Clearly, aftershocks of the recent wave of corporate scandals are finally hitting Wilmington. In the wake of reforms by Congress, the Securities & Exchange Commission, and the major stock exchanges, Delaware's Chancery Court, too, is tightening the screws on Corporate America. The five-judge court, long pilloried as pro-management, is allowing shareholder suits it would have tossed out in years past. In a handful of high-profile cases over the past 18 months, Delaware judges have sided with shareholders on issues from exorbitant CEO pay to director independence. "This signals a new ball game on Delaware's part," says Charles M. Elson, a University of Delaware governance expert. "The old regime of 'management can do what it wants' is over."

A TINY STATE'S BIG CLOUT. The consequences could be profound. Internal business dealings are largely governed by state law, and tiny Delaware dominates the field. More than half of all publicly traded companies are incorporated in the state, making Delaware jurisprudence virtually the national corporate law. Rulings there demanding greater corporate accountability ultimately could do more to improve boardroom behavior than the Sarbanes-Oxley Act or many of the reforms approved by the SEC.

Traditionally, Delaware has given companies a wide berth under the so-called business judgment rule, which holds that courts won't second-guess boards as long as directors act reasonably and in good faith. That has made it hard for governance critics to successfully challenge board decisions. Now, the scope of the rule is being narrowed.

Consider the issue of CEO pay. Judge William B. Chandler III last May refused to dismiss a shareholder lawsuit that challenged Walt Disney Co.'s (DIS) $140 million severance payment to former President Michael Ovitz. "The facts belie any assertion that [Disney directors] exercised any business judgment or made any good faith attempt to fulfill the fiduciary duties they owed to Disney and its shareholders," Chandler wrote.

In another decision in January that put independence under a microscope, Chandler ruled that certain eBay Inc. (EBAY) outside directors weren't disinterested, because they held huge option grants that would not vest unless they were reelected. That effectively undermined their ability to decide whether to pursue shareholder claims that eBay's investment bank, Goldman Sachs & Co. (GS), bribed company insiders with hot stock offerings. Chandler also castigated eBay officials for pocketing the initial public offerings, which could be considered a gratuity that belonged to the company.

"GIMLET-EYED SKEPTICISM". Why are Delaware judges putting boards in the hot seat? In part, they're simply reacting to the corporate crime wave. Judges insist they're not reinterpreting the law but reacting to new trends, such as the astronomical sums now lavished on CEOs. "There will continue to be gimlet-eyed skepticism by stockholders of compensation unless boards demonstrate that they're taking a businesslike approach," says Strine in an interview with BusinessWeek. "And if [stockholders] can show that there is no rational business reason for the level of pay, under traditional standards they have a claim."

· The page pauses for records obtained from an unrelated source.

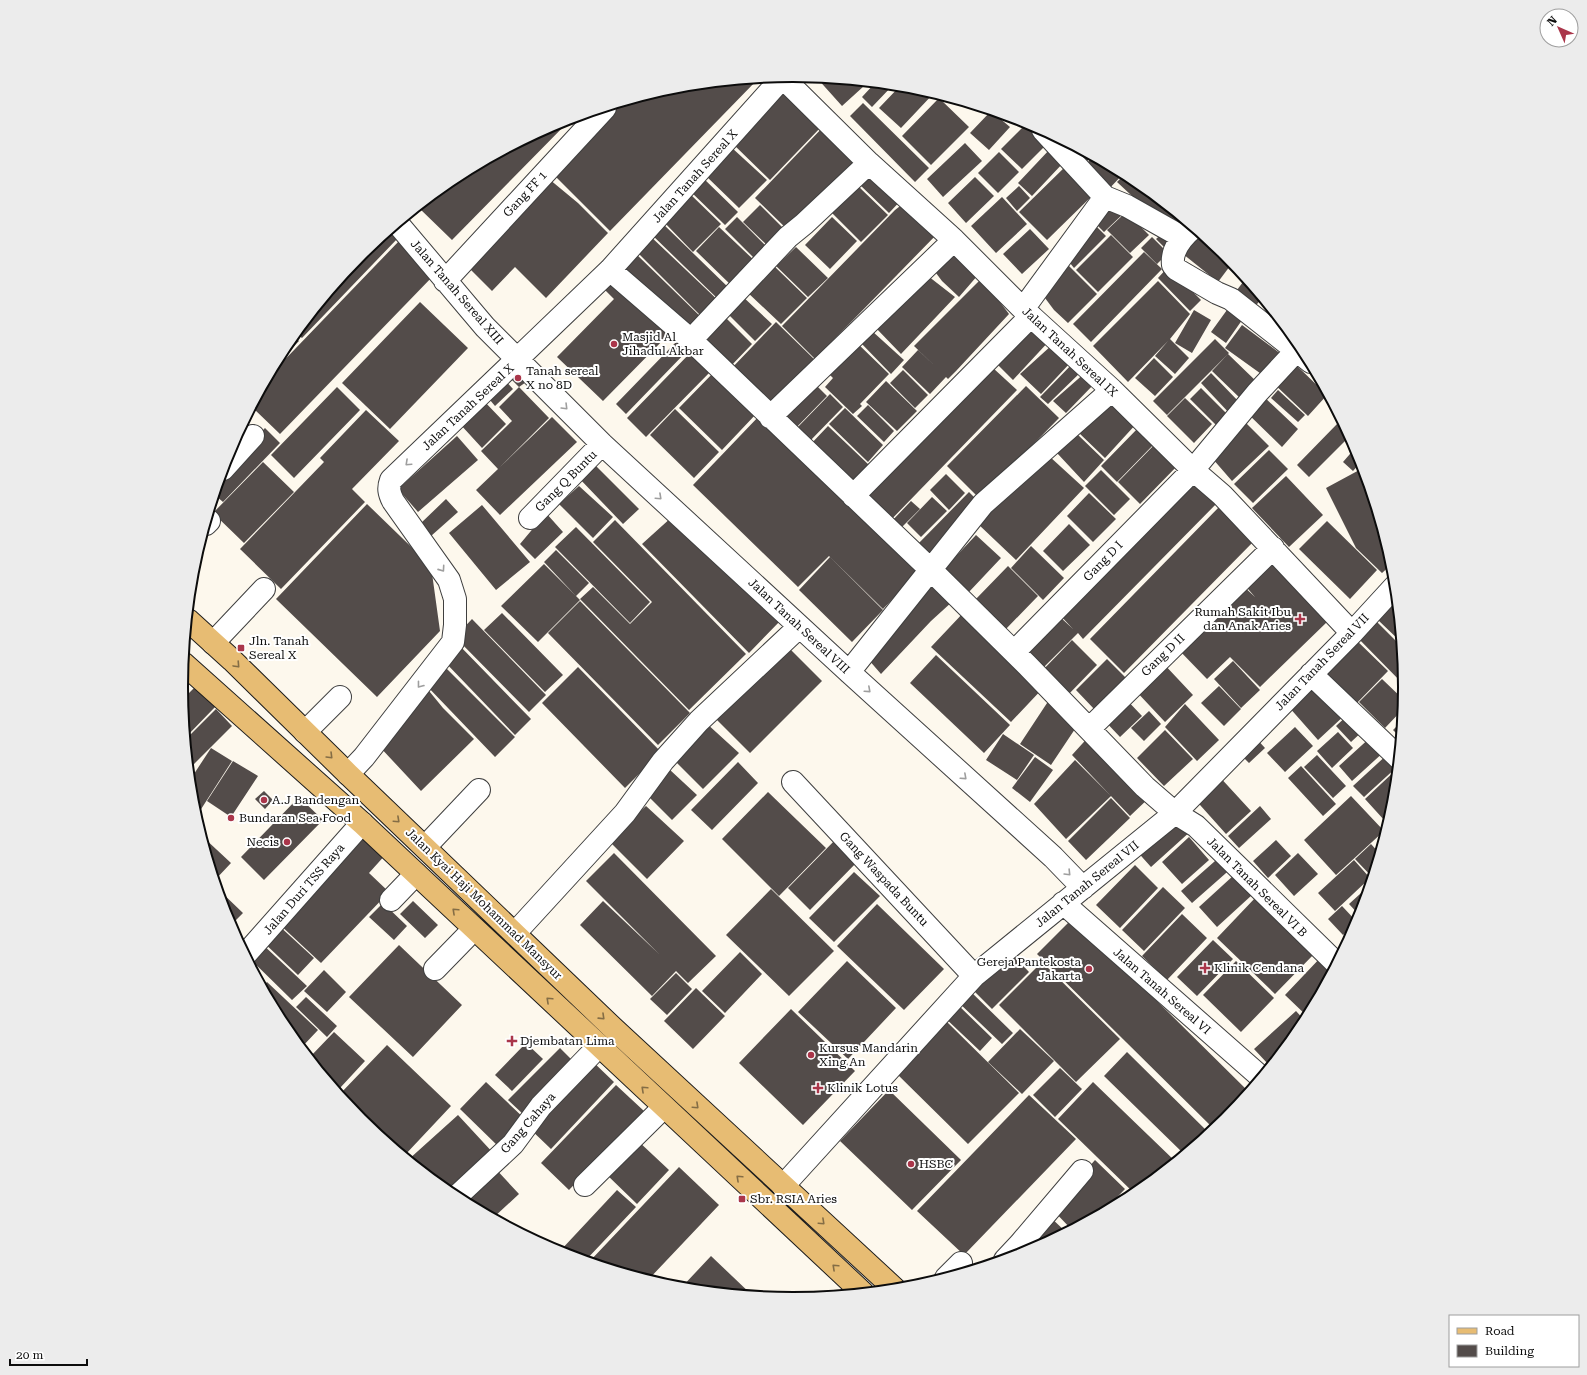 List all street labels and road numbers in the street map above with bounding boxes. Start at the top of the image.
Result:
street label: Jalan Tanah Sereal X [649,126,741,225]
street label: Gang FF 1 [500,168,550,220]
street label: Jalan Tanah Sereal XIII [408,237,506,347]
street label: Jalan Tanah Sereal IX [1020,304,1121,400]
street label: Jalan Tanah Sereal X [419,361,517,453]
street label: Gang Q Buntu [532,447,600,515]
street label: Gang D I [1080,538,1126,584]
street label: Jalan Tanah Sereal VIII [745,575,853,677]
street label: Jalan Tanah Sereal VII [1272,611,1372,713]
street label: Gang D II [1138,631,1188,679]
street label: Jalan Kyai Haji Mohammad Mansyur [403,825,565,983]
street label: Gang Waspada Buntu [837,829,932,929]
street label: Jalan Tanah Sereal VI B [1204,834,1310,940]
street label: Jalan Tanah Sereal VII [1032,838,1142,930]
street label: Jalan Duri TSS Raya [261,840,348,937]
street label: Jalan Tanah Sereal VI [1110,945,1214,1037]
street label: Gang Cahaya [498,1089,559,1156] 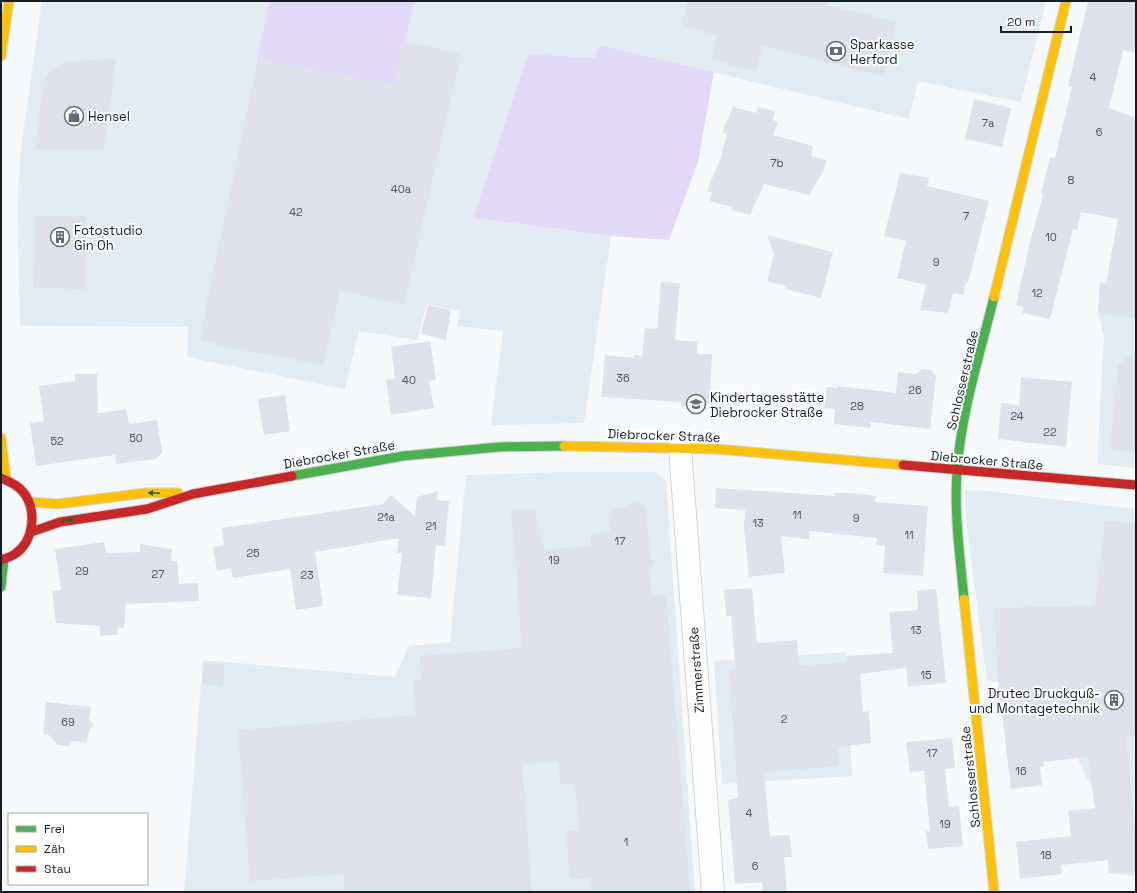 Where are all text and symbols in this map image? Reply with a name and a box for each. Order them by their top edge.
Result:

So far, the shift in rulings from the bench hasn't deterred companies from flocking to Delaware. While other states have attempted to lure corporations with special business courts, they still lack the vast body of legal precedent that exists in Delaware. In 2003, 68% of the 73 companies that went public incorporated there, say state officials.

And surely, clubby Delaware -- where lawyers and judges regularly cross paths lunching at Libby's, a Wilmington greasy spoon -- is no hotbed of reform. The state's dependence on the corporate law industry is likely to deter radical moves. Franchise taxes and fees generate about a third of state revenues. But there's no mistaking the signals. "The court is sending a message that it wants boards to be more engaged," says former judge William T. Allen, director of New York University's Center for Law & Business. That's good news for shareholders in all 50 states. By Amy Borrus in Wilmington, Del.